Future Const Generics features will allow for generic parameters to be used in const generic arguments. Some designs for this extension may result in RV->TSV conversions occuring in codegen whereas others may not.
If we cannot guarantee the RV->TSV conversion always succeeds post-mono then we will have post mono errors from this conversion being fallible. The TL;DR here is that it is extremely unlikely that fallible RV->TSV will cause post mono errors but there *is* a remote possibility. See [this aside][aside_pmes] for detailed information.
### Per-Type Rejection
If any of the values in a type would be undesirable as a const generic argument we could altogether forbid the type from being used as the type of a Const Generic Parameter.
#### Requirement: [Oberservable Equality][req_equality]
N/A
#### Ideal: [One Equality][ideal_equality]
N/A
#### Ideal: [Lossless Roundtripping][ideal_roundtrip]
N/A
#### Ideal: [Intuitive Semver][ideal_semver]
Forbidding entire types from use in const generics gives us the ability to have an explicit *opt-in* to a type being a valid type of a Const Generic Parameter. Whether this is a trait or some other kind of marker is not too important.
With an explicit opt-in to a type being usable in const generics, library authors would get compilation errors when adding a private field with a type unusable in const generics to an accepted type. This would make it simple to machine-check semver violations (the guarantee would be explicitly removed), and also intuitive for library authors as they have explicitly stopped guaranteeing something they previously were.
#### Ideal: [Good Pattern Types][ideal_pat]

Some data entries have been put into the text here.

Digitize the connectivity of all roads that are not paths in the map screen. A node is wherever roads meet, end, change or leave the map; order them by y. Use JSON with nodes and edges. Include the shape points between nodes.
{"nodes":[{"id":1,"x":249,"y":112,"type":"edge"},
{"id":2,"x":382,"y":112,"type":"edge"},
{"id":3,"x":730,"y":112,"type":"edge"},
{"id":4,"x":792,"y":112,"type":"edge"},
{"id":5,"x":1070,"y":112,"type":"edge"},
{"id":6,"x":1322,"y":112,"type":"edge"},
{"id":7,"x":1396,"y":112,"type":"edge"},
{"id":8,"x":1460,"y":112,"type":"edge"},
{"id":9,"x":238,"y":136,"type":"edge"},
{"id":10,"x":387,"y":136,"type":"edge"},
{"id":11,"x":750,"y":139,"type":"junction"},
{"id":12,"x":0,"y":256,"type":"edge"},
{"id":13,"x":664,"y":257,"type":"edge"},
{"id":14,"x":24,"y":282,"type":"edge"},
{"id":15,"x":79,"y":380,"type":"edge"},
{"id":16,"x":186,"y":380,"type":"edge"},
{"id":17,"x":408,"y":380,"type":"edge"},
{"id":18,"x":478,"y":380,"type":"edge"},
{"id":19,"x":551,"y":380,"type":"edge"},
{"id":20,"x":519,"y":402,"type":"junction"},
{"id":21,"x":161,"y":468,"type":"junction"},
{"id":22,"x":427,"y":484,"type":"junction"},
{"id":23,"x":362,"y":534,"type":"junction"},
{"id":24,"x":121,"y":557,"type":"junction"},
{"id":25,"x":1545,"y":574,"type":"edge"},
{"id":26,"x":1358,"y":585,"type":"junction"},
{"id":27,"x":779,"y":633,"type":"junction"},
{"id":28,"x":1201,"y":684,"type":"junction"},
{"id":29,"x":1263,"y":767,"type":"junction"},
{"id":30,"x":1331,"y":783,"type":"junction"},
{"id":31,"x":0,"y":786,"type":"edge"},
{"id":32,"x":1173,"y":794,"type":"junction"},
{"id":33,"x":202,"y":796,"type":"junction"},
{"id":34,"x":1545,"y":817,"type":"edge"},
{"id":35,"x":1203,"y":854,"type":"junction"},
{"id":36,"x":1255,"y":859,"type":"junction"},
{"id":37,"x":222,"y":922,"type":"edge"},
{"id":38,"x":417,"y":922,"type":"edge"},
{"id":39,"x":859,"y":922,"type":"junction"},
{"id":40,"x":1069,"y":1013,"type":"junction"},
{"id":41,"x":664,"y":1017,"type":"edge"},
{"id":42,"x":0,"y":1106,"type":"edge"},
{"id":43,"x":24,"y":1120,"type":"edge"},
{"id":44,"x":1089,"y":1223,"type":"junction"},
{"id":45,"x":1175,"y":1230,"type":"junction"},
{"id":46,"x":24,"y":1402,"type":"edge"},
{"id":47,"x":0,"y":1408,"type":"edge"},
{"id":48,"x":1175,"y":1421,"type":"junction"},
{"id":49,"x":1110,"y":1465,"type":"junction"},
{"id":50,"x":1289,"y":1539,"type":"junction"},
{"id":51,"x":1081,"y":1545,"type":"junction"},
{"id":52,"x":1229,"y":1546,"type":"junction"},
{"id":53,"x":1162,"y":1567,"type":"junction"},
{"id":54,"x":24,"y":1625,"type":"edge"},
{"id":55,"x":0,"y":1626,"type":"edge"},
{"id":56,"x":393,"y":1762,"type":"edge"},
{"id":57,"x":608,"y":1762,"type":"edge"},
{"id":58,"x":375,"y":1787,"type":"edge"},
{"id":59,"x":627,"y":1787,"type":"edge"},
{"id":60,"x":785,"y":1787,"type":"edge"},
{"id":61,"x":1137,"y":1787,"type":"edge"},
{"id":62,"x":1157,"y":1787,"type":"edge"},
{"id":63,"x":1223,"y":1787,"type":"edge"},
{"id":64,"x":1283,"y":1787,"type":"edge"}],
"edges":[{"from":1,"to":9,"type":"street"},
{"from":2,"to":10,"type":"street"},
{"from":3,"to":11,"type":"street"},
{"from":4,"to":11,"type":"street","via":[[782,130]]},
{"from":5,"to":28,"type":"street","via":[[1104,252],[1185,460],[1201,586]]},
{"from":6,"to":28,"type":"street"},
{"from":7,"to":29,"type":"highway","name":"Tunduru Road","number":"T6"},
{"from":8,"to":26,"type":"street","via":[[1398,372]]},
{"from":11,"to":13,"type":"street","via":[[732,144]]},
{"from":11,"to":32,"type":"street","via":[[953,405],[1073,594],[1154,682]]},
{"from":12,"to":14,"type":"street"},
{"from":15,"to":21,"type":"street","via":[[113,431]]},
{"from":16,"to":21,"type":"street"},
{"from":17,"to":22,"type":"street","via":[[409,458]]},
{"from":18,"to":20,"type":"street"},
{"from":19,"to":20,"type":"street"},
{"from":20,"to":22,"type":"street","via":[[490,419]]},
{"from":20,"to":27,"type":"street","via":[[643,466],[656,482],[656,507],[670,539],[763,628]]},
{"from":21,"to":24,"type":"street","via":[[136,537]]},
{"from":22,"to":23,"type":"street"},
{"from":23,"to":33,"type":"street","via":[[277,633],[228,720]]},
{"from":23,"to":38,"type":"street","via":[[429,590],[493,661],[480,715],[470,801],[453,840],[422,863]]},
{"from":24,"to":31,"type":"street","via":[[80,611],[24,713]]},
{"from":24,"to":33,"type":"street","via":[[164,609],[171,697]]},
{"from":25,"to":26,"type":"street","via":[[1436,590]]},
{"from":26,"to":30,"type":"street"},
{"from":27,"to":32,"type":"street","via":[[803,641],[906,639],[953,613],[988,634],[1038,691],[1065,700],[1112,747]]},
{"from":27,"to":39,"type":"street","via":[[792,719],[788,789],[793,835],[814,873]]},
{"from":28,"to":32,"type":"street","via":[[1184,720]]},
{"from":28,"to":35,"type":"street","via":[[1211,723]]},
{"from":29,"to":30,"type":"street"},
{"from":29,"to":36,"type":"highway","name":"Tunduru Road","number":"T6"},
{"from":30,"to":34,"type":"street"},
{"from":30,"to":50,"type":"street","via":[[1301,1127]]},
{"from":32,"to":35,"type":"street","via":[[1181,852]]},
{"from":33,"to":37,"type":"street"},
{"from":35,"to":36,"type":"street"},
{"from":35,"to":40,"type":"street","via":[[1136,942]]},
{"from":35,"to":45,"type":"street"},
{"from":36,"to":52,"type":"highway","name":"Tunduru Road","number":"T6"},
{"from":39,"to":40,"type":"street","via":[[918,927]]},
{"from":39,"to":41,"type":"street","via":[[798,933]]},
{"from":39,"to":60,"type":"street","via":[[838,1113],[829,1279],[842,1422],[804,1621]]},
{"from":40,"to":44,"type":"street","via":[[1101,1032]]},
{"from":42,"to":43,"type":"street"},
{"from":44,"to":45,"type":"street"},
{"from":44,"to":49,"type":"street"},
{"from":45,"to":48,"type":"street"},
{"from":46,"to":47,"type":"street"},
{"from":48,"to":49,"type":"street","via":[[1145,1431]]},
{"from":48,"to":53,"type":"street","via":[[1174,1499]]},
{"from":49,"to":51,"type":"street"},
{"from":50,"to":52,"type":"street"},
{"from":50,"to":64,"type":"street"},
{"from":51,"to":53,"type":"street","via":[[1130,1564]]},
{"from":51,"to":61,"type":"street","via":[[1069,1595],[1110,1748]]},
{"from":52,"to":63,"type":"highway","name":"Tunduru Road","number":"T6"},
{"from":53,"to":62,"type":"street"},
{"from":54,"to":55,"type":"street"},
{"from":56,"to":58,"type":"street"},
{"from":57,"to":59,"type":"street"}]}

Rejecting types from const generics that are supported in const patterns would violate this ideal. As there is overlap between what values const generics cant support and what const patterns cant support, we can't uphold this ideal while also Per-Type Rejecting all types with values not valid for use in const generics.
#### Ideal: [Const Patterns Parity][ideal_const_pat]
N/A
#### Ideal: [No Post-mono Errors][ideal_pmes]

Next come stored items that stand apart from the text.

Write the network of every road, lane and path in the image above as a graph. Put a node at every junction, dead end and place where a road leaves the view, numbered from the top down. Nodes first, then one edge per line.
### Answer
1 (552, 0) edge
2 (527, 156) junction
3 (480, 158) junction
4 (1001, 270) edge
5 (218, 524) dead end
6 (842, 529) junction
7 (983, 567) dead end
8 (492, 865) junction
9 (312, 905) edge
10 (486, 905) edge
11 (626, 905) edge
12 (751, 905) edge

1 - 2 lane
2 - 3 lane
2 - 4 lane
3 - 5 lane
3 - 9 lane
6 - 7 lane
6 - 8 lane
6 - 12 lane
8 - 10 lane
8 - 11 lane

With per-type rejection we would be able to avoid post monomorphization errors from undesirable values as const generic arguments.
While this does not impact whether evaluation of constants may result in post-mono errors. It does mean that constants which do evaluate successfully cannot not result in any additional post-mono errors.
I do not expect a choice between per-value or per-type rejection of undesirable values to have any impact on how well we could support `<T, const N: T>`. Though it is worth noting that having an explicit opt-in would give the possibility of explicitly bounding the type parameter `T` by a requirement that all its values be valid in const generics (e.g. `<T: ConstParamTy, const N: T>`).
### Lossy Conversion
When converting a RV to a TSV, if the RV is unusable in the type system in some way, we could implicitly convert it to a different value that we *can* handle in the type system.
For example we may wish to lossily convert RVs of `-0.0` to a TSV of `0.0`, ensuring that runtime eq of a floating type const generic is equivalent to type system eq of the const generic.
If roundtripping a value through a const generic is lossy then care must be taken in the design of const generics to not allow lossy roundtripping of *private* data as there may be library invariants that could be broken.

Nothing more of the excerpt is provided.